= WORK INSTRUCTIONS =
Below is some data. Retype exactly the lines starting at the one with "ring mcp: (1159, 898)" and ending at the one with "ring pip: (1140, 911)".

= DATASET RECORDS =

· · · · ·

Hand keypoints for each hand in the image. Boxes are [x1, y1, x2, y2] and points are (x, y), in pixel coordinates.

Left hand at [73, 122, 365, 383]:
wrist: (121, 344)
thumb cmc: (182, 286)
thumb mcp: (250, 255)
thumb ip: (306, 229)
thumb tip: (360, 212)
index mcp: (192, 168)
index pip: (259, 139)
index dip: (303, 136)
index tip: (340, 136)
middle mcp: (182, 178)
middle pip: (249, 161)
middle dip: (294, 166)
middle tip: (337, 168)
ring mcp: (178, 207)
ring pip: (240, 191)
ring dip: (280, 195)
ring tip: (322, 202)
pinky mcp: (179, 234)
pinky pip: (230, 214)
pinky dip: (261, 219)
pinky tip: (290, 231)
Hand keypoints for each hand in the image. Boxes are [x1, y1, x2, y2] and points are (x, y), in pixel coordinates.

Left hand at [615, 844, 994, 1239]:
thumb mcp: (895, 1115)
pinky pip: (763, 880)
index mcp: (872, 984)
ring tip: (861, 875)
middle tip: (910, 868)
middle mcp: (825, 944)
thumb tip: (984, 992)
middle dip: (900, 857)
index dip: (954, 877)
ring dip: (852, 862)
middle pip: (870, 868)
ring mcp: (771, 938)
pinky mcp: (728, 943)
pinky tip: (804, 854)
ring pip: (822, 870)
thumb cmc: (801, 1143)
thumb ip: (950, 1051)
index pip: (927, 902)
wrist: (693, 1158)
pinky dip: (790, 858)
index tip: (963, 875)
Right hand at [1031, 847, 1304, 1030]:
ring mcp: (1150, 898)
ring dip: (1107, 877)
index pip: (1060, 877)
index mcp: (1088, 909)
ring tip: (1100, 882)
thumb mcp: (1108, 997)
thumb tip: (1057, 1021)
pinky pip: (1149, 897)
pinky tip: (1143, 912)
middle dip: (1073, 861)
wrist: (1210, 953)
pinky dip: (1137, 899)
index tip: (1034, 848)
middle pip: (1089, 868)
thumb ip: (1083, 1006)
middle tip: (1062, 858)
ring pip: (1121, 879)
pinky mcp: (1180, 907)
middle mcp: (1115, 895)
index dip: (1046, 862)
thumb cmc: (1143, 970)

· · · · ·

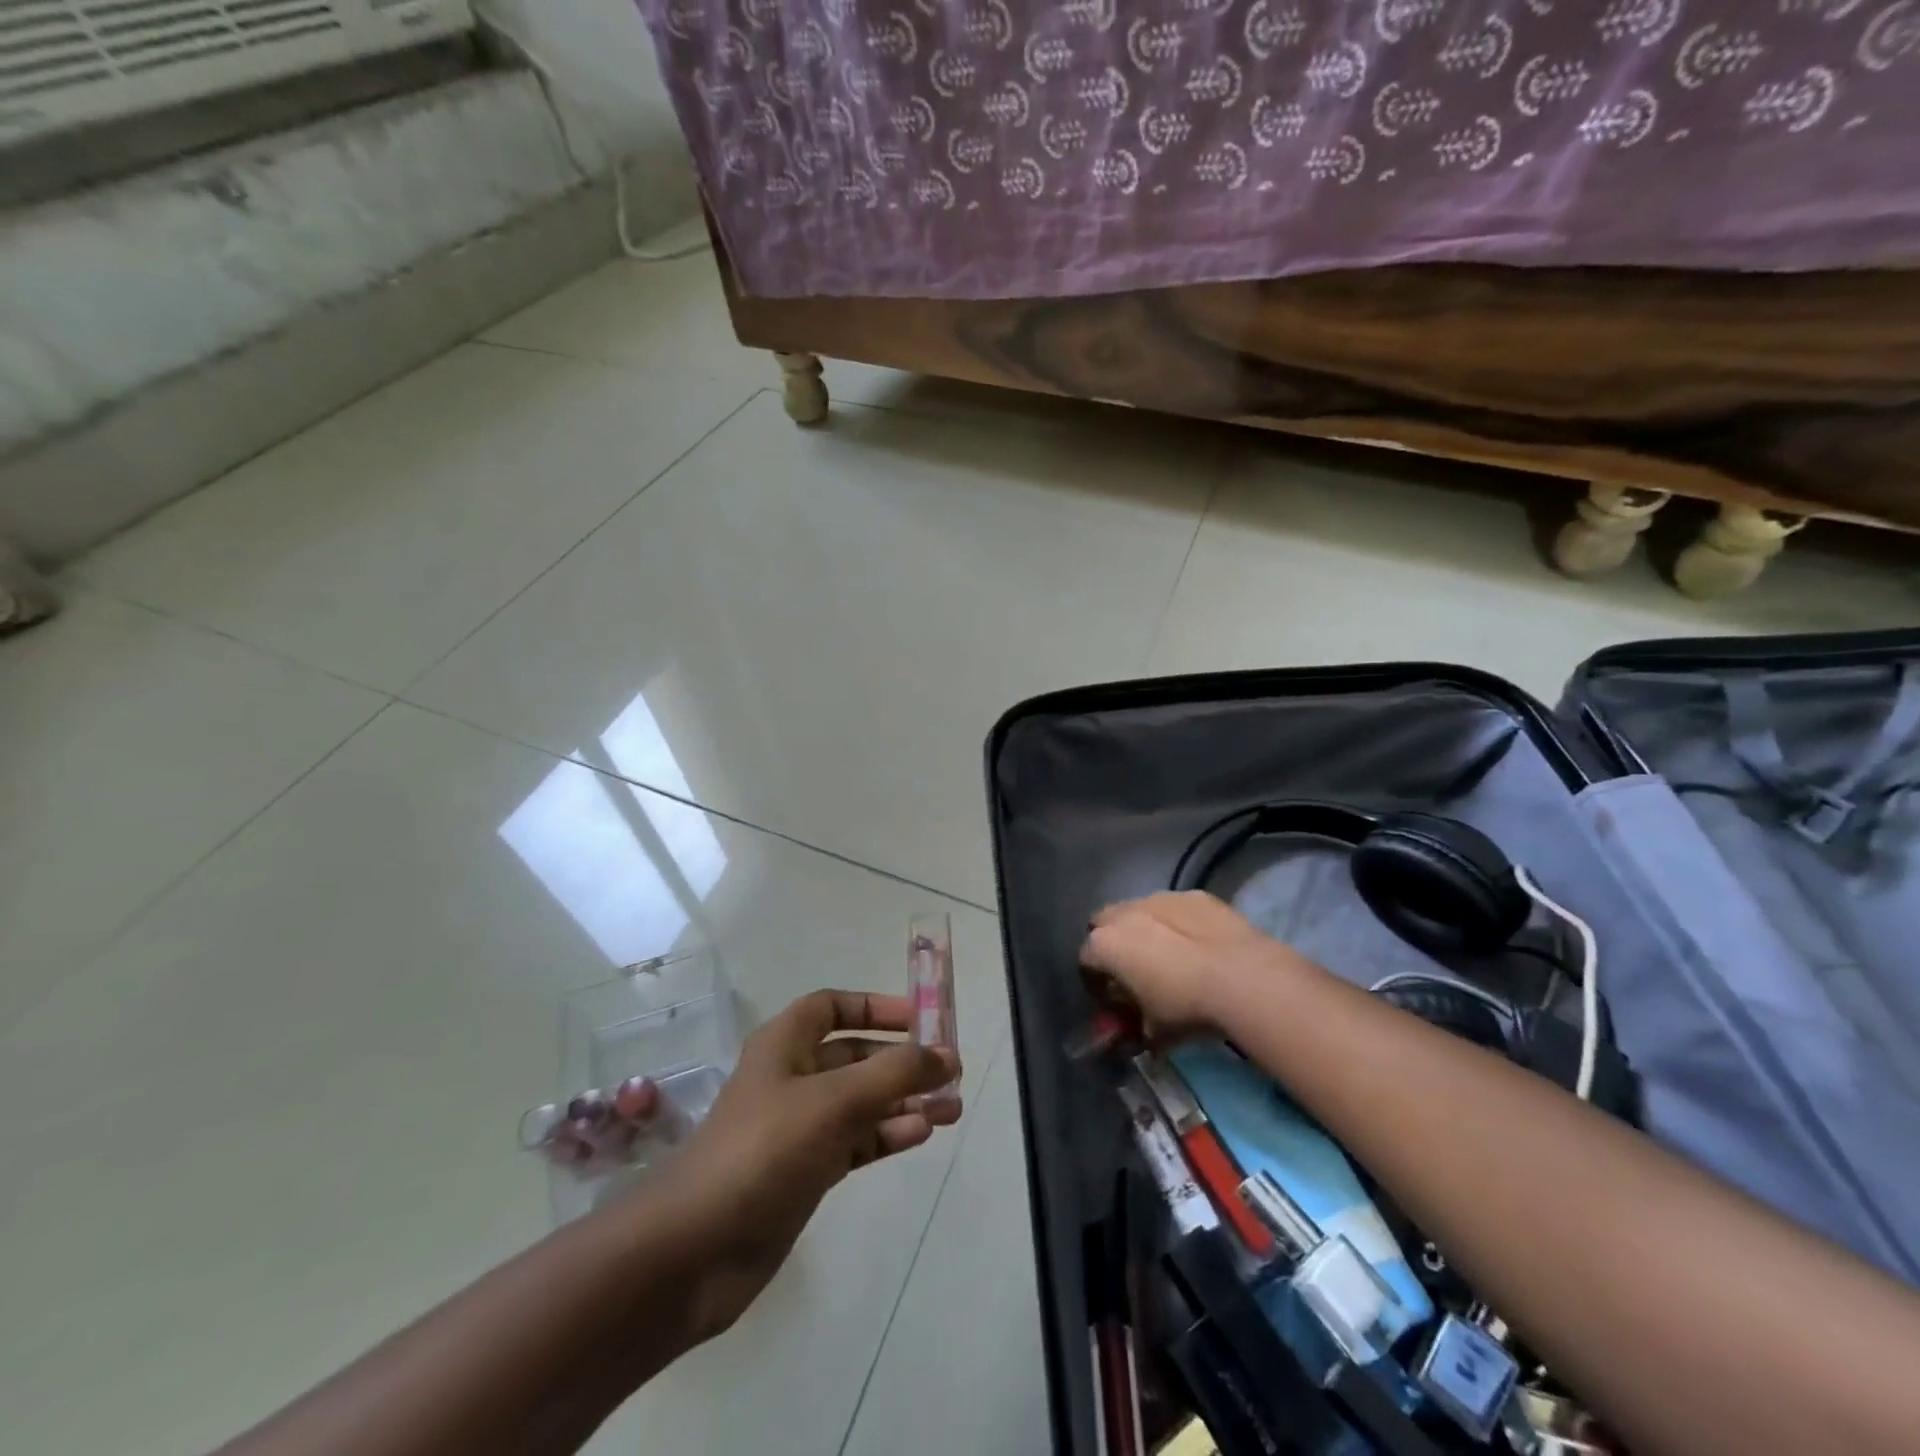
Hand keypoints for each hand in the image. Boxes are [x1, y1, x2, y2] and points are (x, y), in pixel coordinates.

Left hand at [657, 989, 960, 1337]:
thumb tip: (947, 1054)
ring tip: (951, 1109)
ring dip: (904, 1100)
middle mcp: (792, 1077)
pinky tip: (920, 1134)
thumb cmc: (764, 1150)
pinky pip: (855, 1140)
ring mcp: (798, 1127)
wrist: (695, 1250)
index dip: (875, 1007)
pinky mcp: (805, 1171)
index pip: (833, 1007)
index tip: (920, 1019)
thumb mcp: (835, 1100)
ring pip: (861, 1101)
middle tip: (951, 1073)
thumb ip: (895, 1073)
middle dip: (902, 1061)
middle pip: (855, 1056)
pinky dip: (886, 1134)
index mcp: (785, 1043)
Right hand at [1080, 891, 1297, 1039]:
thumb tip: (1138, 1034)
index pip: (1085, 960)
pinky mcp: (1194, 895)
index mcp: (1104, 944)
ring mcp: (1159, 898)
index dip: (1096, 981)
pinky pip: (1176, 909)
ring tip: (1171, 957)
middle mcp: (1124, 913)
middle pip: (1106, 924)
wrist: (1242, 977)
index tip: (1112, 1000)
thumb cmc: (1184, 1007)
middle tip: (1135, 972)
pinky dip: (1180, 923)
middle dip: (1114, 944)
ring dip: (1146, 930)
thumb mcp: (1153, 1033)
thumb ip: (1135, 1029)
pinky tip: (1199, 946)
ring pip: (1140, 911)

· · · · ·

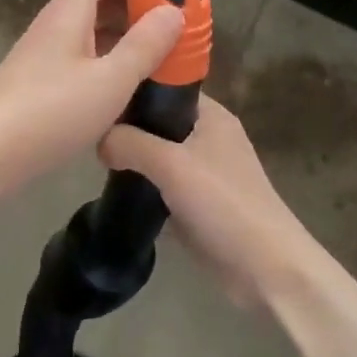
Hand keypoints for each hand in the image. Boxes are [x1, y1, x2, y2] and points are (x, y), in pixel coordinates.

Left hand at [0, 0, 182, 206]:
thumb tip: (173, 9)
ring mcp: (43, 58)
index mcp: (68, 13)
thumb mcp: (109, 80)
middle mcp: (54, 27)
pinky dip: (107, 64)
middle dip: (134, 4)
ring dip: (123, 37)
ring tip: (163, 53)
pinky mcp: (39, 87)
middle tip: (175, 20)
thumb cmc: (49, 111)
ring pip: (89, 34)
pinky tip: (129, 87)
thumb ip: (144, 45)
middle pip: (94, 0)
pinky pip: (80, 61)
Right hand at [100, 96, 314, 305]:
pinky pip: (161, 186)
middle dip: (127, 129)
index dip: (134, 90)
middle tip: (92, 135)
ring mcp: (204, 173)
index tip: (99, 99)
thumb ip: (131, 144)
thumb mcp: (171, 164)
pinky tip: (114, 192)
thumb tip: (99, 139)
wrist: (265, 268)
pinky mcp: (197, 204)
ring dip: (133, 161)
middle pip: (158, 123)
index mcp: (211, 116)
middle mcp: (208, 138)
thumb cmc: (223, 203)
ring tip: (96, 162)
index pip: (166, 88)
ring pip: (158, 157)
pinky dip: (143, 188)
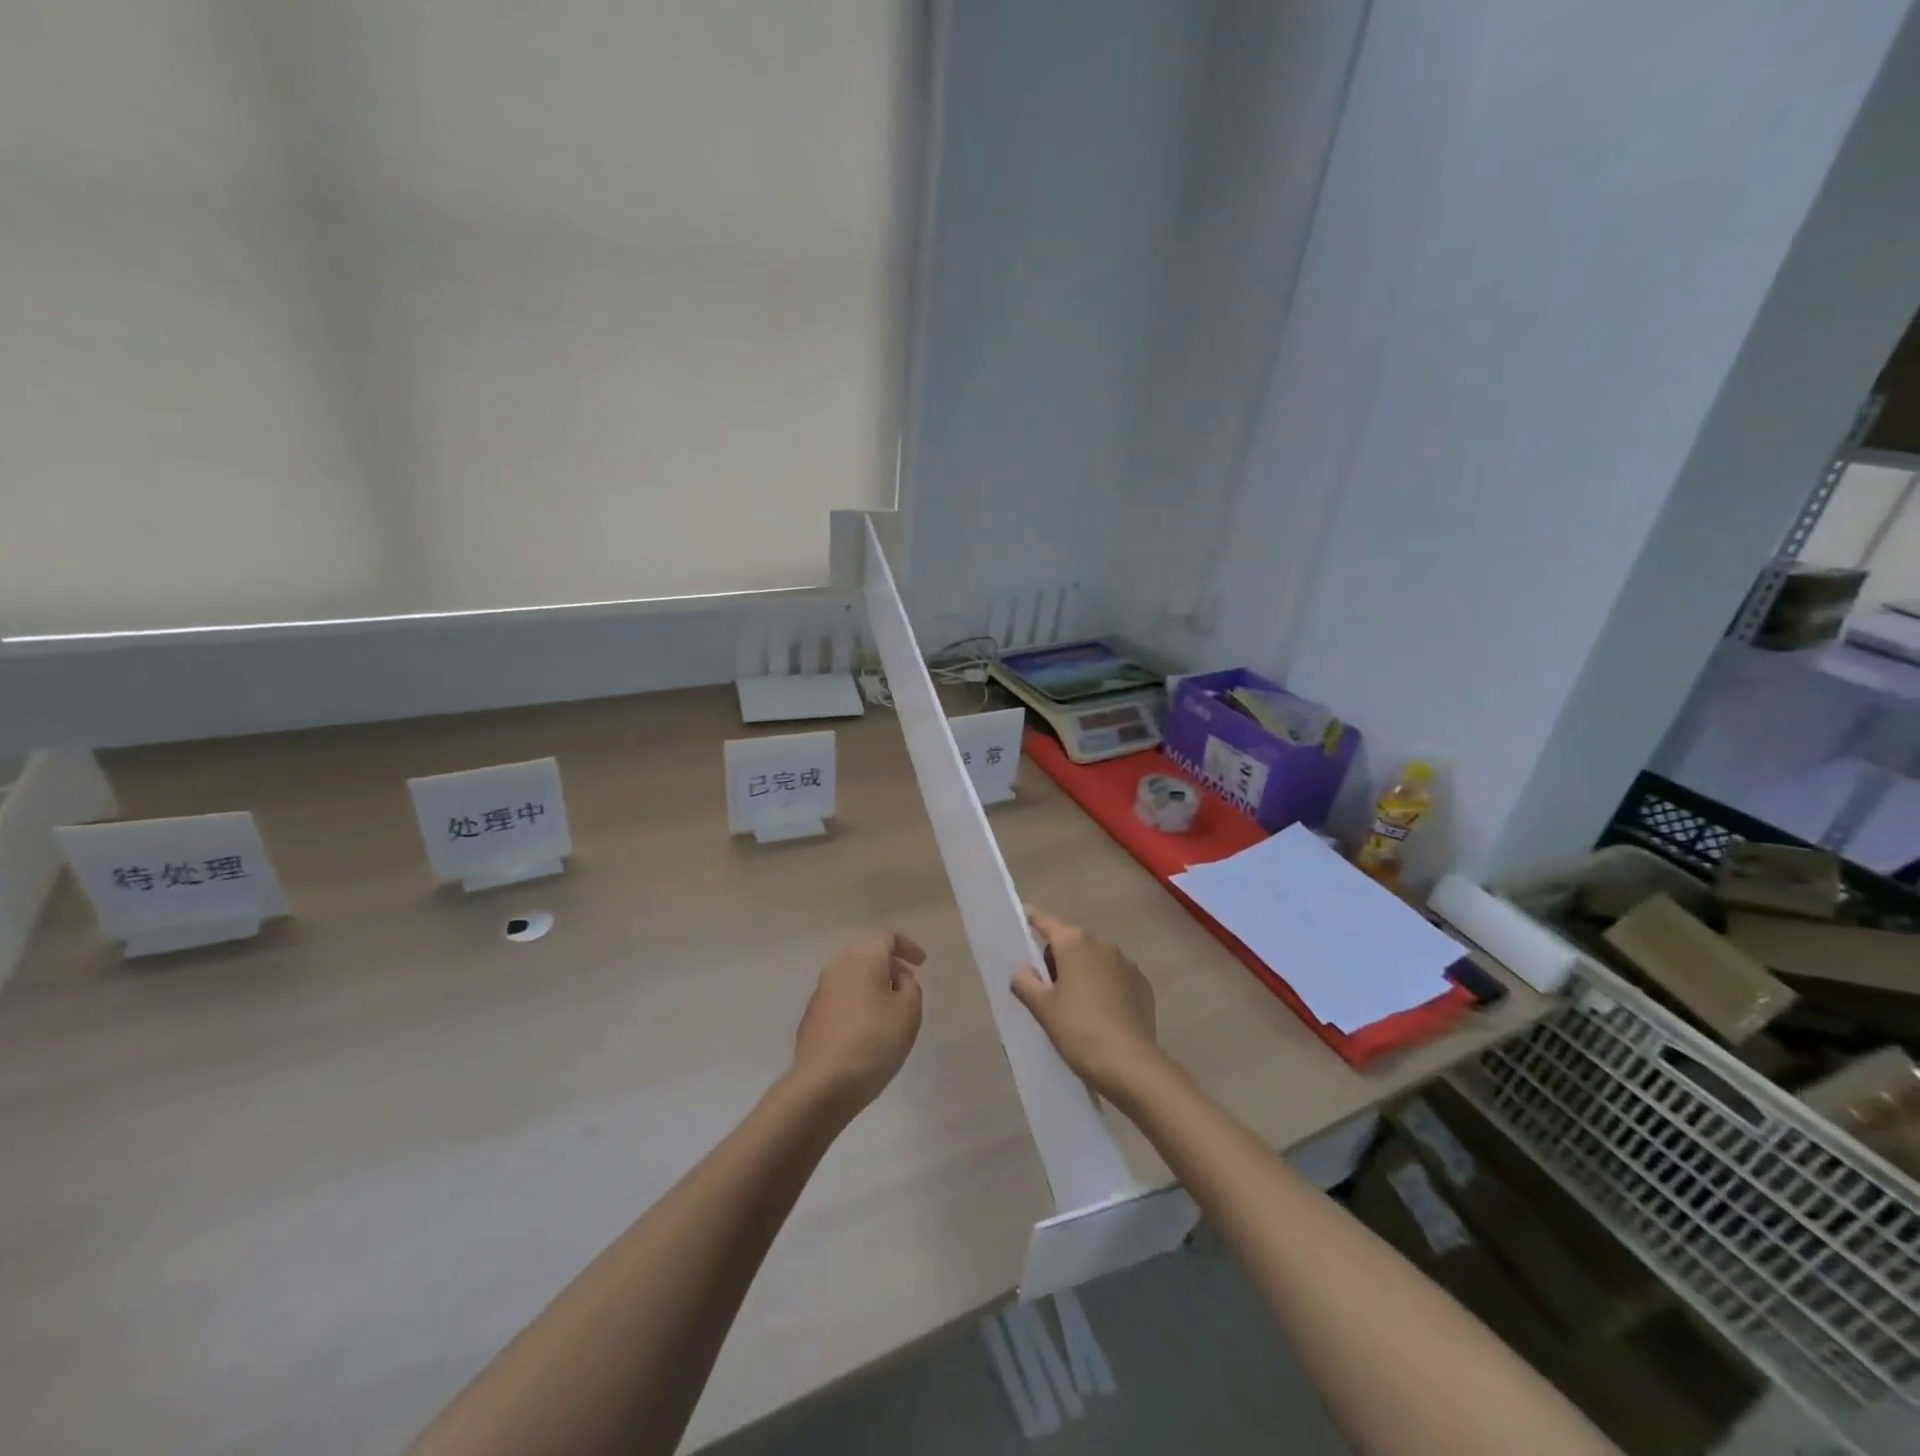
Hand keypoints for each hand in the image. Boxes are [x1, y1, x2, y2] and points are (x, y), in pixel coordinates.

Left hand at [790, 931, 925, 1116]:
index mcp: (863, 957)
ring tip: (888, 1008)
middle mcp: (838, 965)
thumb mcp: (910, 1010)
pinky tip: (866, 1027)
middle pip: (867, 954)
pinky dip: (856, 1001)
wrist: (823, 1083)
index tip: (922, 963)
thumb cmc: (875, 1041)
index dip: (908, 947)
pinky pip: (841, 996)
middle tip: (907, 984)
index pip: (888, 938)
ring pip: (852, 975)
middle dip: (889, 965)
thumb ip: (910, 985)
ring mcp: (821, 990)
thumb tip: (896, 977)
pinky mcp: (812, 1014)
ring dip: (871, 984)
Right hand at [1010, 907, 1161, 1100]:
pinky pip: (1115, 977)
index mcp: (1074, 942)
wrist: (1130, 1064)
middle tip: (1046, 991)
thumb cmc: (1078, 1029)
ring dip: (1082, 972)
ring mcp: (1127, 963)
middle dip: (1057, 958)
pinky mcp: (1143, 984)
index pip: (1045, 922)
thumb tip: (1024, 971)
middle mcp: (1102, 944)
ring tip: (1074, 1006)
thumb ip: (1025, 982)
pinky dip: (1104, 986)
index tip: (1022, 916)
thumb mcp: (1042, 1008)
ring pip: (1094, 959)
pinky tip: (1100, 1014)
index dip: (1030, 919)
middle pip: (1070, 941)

· · · · ·

= SOLUTION TO THIS EXERCISE =
ring mcp: (1159, 898)
index dip: (1096, 981)
pinky pip: (1176, 909)
ring tip: (1171, 957)
middle mcp: (1124, 913)
middle pip: (1106, 924)
wrist: (1242, 977)
index tip: (1112, 1000)
thumb cmc: (1184, 1007)
middle tip: (1135, 972)
pinky dip: (1180, 923)
middle dip: (1114, 944)
ring dip: (1146, 930)
thumb mcp: (1153, 1033)
thumb ip: (1135, 1029)
pinky tip: (1199, 946)
ring pip: (1140, 911)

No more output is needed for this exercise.